BEGIN DATA IN THIS EXERCISE
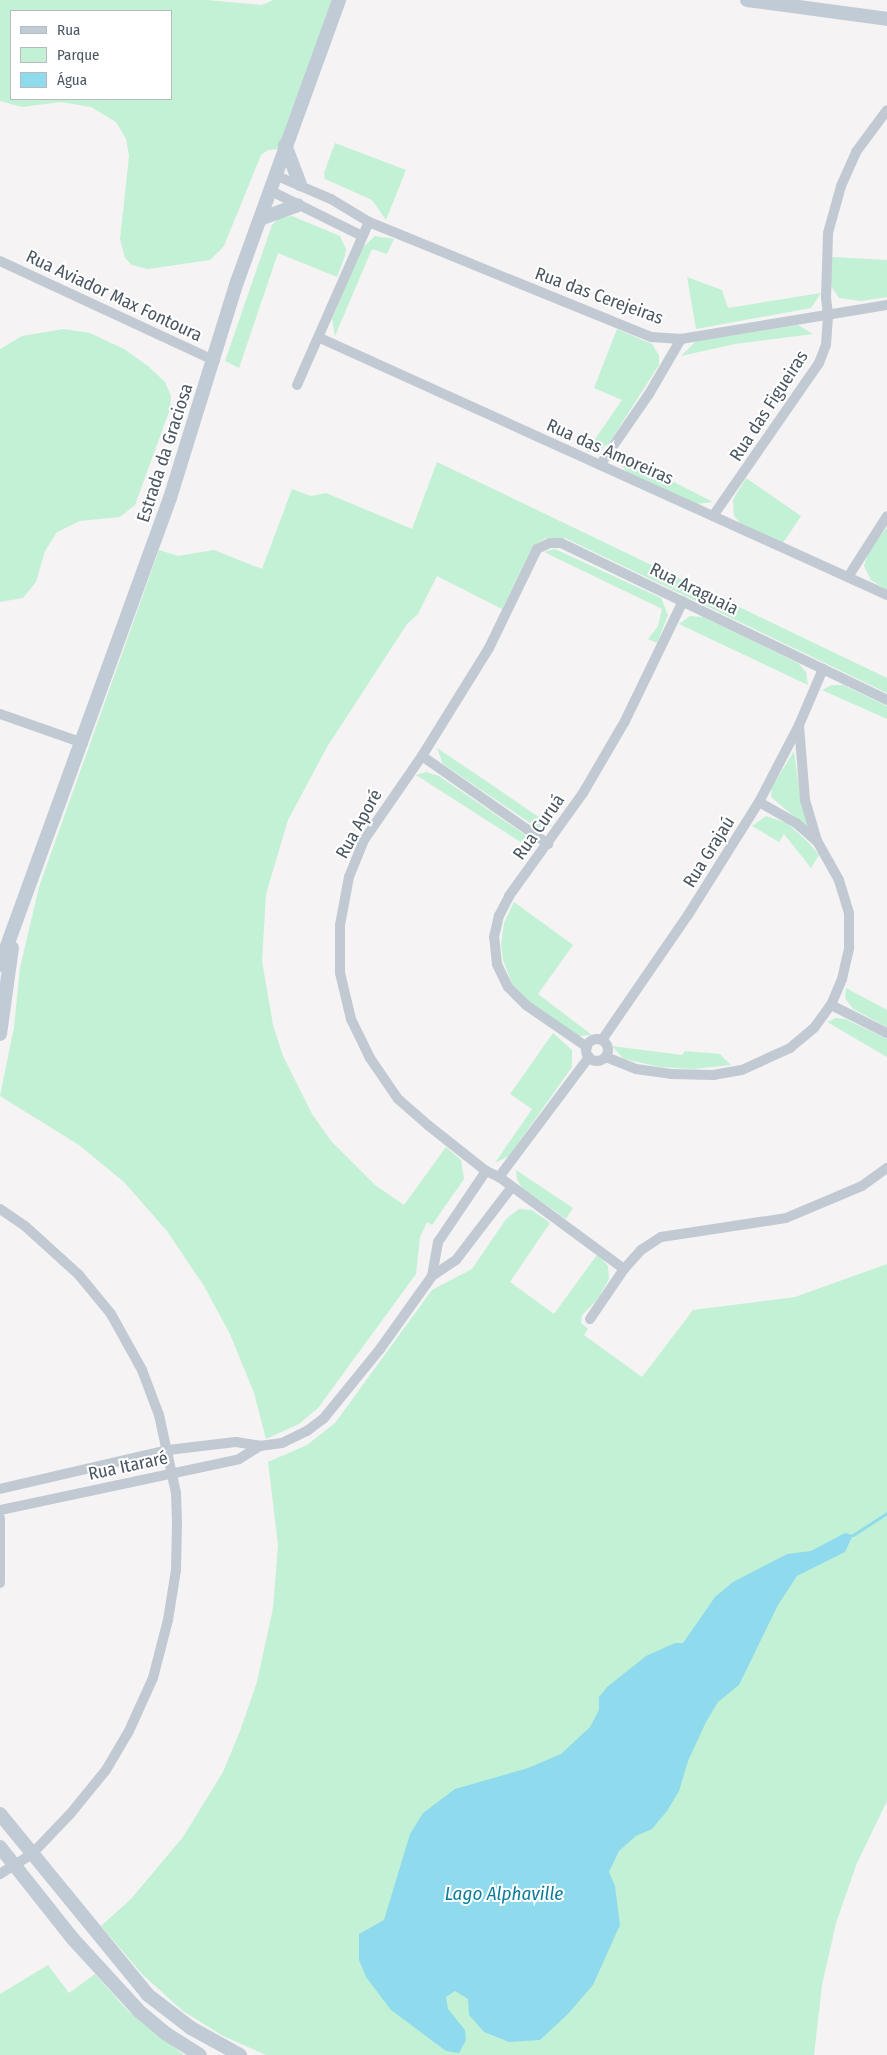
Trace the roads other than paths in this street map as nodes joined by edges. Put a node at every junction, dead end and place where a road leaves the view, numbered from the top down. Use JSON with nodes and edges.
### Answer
{"nodes":[{"id":1,"x":339,"y":0,"type":"edge"},
{"id":2,"x":746,"y":0,"type":"edge"},
{"id":3,"x":887,"y":19,"type":"edge"},
{"id":4,"x":887,"y":110,"type":"edge"},
{"id":5,"x":285,"y":145,"type":"junction"},
{"id":6,"x":275,"y":175,"type":"junction"},
{"id":7,"x":300,"y":184,"type":"junction"},
{"id":8,"x":269,"y":190,"type":"junction"},
{"id":9,"x":298,"y":205,"type":"junction"},
{"id":10,"x":260,"y":219,"type":"junction"},
{"id":11,"x":369,"y":222,"type":"junction"},
{"id":12,"x":362,"y":236,"type":"junction"},
{"id":13,"x":0,"y":261,"type":"edge"},
{"id":14,"x":887,"y":305,"type":"edge"},
{"id":15,"x":828,"y":314,"type":"junction"},
{"id":16,"x":320,"y":338,"type":"junction"},
{"id":17,"x":681,"y":339,"type":"junction"},
{"id":18,"x":215,"y":361,"type":"junction"},
{"id":19,"x":298,"y":385,"type":"dead end"},
{"id":20,"x":600,"y":465,"type":"junction"},
{"id":21,"x":713,"y":516,"type":"junction"},
{"id":22,"x":887,"y":516,"type":"edge"},
{"id":23,"x":550,"y":543,"type":"joint"},
{"id":24,"x":848,"y":578,"type":"junction"},
{"id":25,"x":887,"y":595,"type":"edge"},
{"id":26,"x":683,"y":602,"type":"junction"},
{"id":27,"x":823,"y":669,"type":"junction"},
{"id":28,"x":887,"y":700,"type":"edge"},
{"id":29,"x":0,"y":714,"type":"edge"},
{"id":30,"x":799,"y":725,"type":"junction"},
{"id":31,"x":83,"y":743,"type":"junction"},
{"id":32,"x":422,"y":756,"type":"junction"},
{"id":33,"x":759,"y":802,"type":"junction"},
{"id":34,"x":817,"y":841,"type":"junction"},
{"id":35,"x":548,"y":844,"type":"junction"},
{"id":36,"x":6,"y":948,"type":"edge"},
{"id":37,"x":0,"y":965,"type":"edge"},
{"id":38,"x":830,"y":1006,"type":"junction"},
{"id":39,"x":887,"y":1033,"type":"edge"},
{"id":40,"x":0,"y":1034,"type":"edge"},
{"id":41,"x":602,"y":1040,"type":"junction"},
{"id":42,"x":588,"y":1052,"type":"junction"},
{"id":43,"x":606,"y":1057,"type":"junction"},
{"id":44,"x":887,"y":1168,"type":"edge"},
{"id":45,"x":486,"y":1171,"type":"junction"},
{"id":46,"x":499,"y":1177,"type":"junction"},
{"id":47,"x":511,"y":1188,"type":"junction"},
{"id":48,"x":0,"y":1209,"type":"edge"},
{"id":49,"x":624,"y":1269,"type":"junction"},
{"id":50,"x":432,"y":1276,"type":"junction"},
{"id":51,"x":590,"y":1319,"type":"dead end"},
{"id":52,"x":260,"y":1446,"type":"junction"},
{"id":53,"x":168,"y":1450,"type":"junction"},
{"id":54,"x":172,"y":1472,"type":"junction"},
{"id":55,"x":0,"y":1489,"type":"edge"},
{"id":56,"x":0,"y":1510,"type":"edge"},
{"id":57,"x":0,"y":1518,"type":"edge"},
{"id":58,"x":0,"y":1584,"type":"edge"},
{"id":59,"x":0,"y":1814,"type":"edge"},
{"id":60,"x":0,"y":1847,"type":"edge"},
{"id":61,"x":32,"y":1854,"type":"junction"},
{"id":62,"x":16,"y":1866,"type":"junction"},
{"id":63,"x":0,"y":1874,"type":"edge"},
{"id":64,"x":200,"y":2055,"type":"edge"},
{"id":65,"x":240,"y":2055,"type":"edge"}],
"edges":[{"from":1,"to":5,"type":"main road","name":"Estrada da Graciosa"},
{"from":2,"to":3,"type":"main road"},
{"from":4,"to":15,"type":"street","name":"Rua das Figueiras"},
{"from":5,"to":6,"type":"main road","name":"Estrada da Graciosa"},
{"from":5,"to":7,"type":"main road"},
{"from":6,"to":7,"type":"street","name":"Rua das Cerejeiras"},
{"from":6,"to":8,"type":"main road","name":"Estrada da Graciosa"},
{"from":7,"to":11,"type":"street","name":"Rua das Cerejeiras"},
{"from":8,"to":9,"type":"street"},
{"from":8,"to":10,"type":"main road","name":"Estrada da Graciosa"},
{"from":9,"to":10,"type":"main road"},
{"from":9,"to":12,"type":"street"},
{"from":10,"to":18,"type":"main road","name":"Estrada da Graciosa"},
{"from":11,"to":12,"type":"street"},
{"from":11,"to":17,"type":"street","name":"Rua das Cerejeiras"},
{"from":12,"to":16,"type":"street"},
{"from":13,"to":18,"type":"street","name":"Rua Aviador Max Fontoura"},
{"from":14,"to":15,"type":"street","name":"Rua das Cerejeiras"},
{"from":15,"to":17,"type":"street","name":"Rua das Cerejeiras"},
{"from":15,"to":21,"type":"street","name":"Rua das Figueiras"},
{"from":16,"to":19,"type":"street"},
{"from":16,"to":20,"type":"street","name":"Rua das Amoreiras"},
{"from":17,"to":20,"type":"street"},
{"from":18,"to":31,"type":"main road","name":"Estrada da Graciosa"},
{"from":20,"to":21,"type":"street","name":"Rua das Amoreiras"},
{"from":21,"to":24,"type":"street","name":"Rua das Amoreiras"},
{"from":22,"to":24,"type":"street"},
{"from":23,"to":26,"type":"street","name":"Rua Araguaia"},
{"from":23,"to":32,"type":"street","name":"Rua Aporé"},
{"from":24,"to":25,"type":"street","name":"Rua das Amoreiras"},
{"from":26,"to":27,"type":"street","name":"Rua Araguaia"},
{"from":26,"to":35,"type":"street","name":"Rua Curuá"},
{"from":27,"to":28,"type":"street","name":"Rua Araguaia"},
{"from":27,"to":30,"type":"street","name":"Rua Grajaú"},
{"from":29,"to":31,"type":"street"},
{"from":30,"to":33,"type":"street","name":"Rua Grajaú"},
{"from":30,"to":34,"type":"street"},
{"from":31,"to":36,"type":"main road","name":"Estrada da Graciosa"},
{"from":32,"to":35,"type":"street"},
{"from":32,"to":45,"type":"street","name":"Rua Aporé"},
{"from":33,"to":34,"type":"street"},
{"from":33,"to":41,"type":"street","name":"Rua Grajaú"},
{"from":34,"to":38,"type":"street"},
{"from":35,"to":42,"type":"street","name":"Rua Curuá"},
{"from":36,"to":37,"type":"main road","name":"Estrada da Graciosa"},
{"from":36,"to":40,"type":"main road","name":"Estrada da Graciosa"},
{"from":38,"to":39,"type":"street"},
{"from":38,"to":43,"type":"street"},
{"from":41,"to":42,"type":"street"},
{"from":41,"to":43,"type":"street"},
{"from":42,"to":43,"type":"street"},
{"from":42,"to":46,"type":"street"},
{"from":44,"to":49,"type":"street"},
{"from":45,"to":46,"type":"street","name":"Rua Aporé"},
{"from":45,"to":50,"type":"street"},
{"from":46,"to":47,"type":"street","name":"Rua Aporé"},
{"from":47,"to":49,"type":"street","name":"Rua Aporé"},
{"from":47,"to":50,"type":"street"},
{"from":48,"to":53,"type":"street"},
{"from":49,"to":51,"type":"street"},
{"from":50,"to":52,"type":"street","name":"Rua Itararé"},
{"from":52,"to":53,"type":"street","name":"Rua Itararé"},
{"from":52,"to":54,"type":"street","name":"Rua Itararé"},
{"from":53,"to":54,"type":"street"},
{"from":53,"to":55,"type":"street","name":"Rua Itararé"},
{"from":54,"to":56,"type":"street","name":"Rua Itararé"},
{"from":54,"to":61,"type":"street"},
{"from":57,"to":58,"type":"street"},
{"from":59,"to":61,"type":"main road"},
{"from":60,"to":62,"type":"main road"},
{"from":61,"to":62,"type":"street"},
{"from":61,"to":65,"type":"main road"},
{"from":62,"to":63,"type":"street"},
{"from":62,"to":64,"type":"main road"}]}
END DATA IN THIS EXERCISE
** REQUIREMENT **
The only reply wanted is the number of lines in the records above containing the word "Grajaú".

** ANSWER FOR THIS EXERCISE **
3